[SUPPORT] Benchmarking Hudi Simple Index and Record level indexing for COW

bibhu107 commented 3 months ago

We request the community to Benchmark Record Level Indexing (RLI) with Simple Indexing. The blog at https://hudi.apache.org/blog/2023/11/01/record-level-index/ provides a great comparison between RLI and Global Simple Indexing. However, we also need to understand how RLI compares with Simple Indexing, as RLI can be used for simple indexing in certain use cases, even though it's primarily designed for scenarios where record keys are unique across all partitions.

Our current approach is to hash the ContractId (hoodie_record_key), take the first three letters as partitions, and apply simple indexing. However, this approach doesn't scale well due to data skewness. The problem is to evaluate if RLI is suitable for our use case. If RLI isn't suitable, we need suggestions for a better indexing strategy.

Note: We currently use simple indexing instead of the costly global simple indexing.

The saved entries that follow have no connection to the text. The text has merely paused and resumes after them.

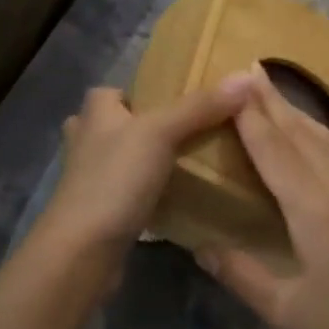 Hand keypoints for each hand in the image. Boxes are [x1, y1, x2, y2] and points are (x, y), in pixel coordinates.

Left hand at [31, 78, 250, 262]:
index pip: (113, 91)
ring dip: (146, 160)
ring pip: (123, 159)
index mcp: (94, 114)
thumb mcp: (160, 133)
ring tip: (189, 162)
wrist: (83, 251)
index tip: (177, 100)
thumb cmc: (115, 179)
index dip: (141, 92)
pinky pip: (128, 192)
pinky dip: (147, 192)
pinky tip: (176, 196)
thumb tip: (245, 77)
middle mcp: (86, 142)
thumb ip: (199, 107)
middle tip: (190, 132)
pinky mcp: (100, 211)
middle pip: (118, 125)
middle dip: (147, 127)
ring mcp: (90, 180)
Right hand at [195, 69, 328, 328]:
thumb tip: (201, 246)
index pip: (275, 153)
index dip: (251, 120)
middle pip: (303, 137)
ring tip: (281, 99)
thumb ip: (243, 275)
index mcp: (314, 211)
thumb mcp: (288, 313)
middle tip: (252, 72)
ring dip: (305, 119)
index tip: (233, 86)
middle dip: (274, 104)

We can consider adopting RLI if it offers the same or reduced cost.

Environment Description

Hudi version : Currently using 0.7 might migrate to 0.14
Spark version : 3.3.1
Hive version : ApacheHive-3.1.3
Hadoop version : Hadoop-3.3.4
Storage (HDFS/S3/GCS..) : S3
Running on Docker? (yes/no) : No

Additional context : Running on , EMR-EC2

cc - @codope

ad1happy2go commented 3 months ago

@bibhu107 RLI is mainly designed to use as GLOBAL INDEX. So in your use case you may not need to create a custom partition column to improve performance. RLI will work good, as it identifies the file groups based on record index, so doesn't matter if data is partitioned or not.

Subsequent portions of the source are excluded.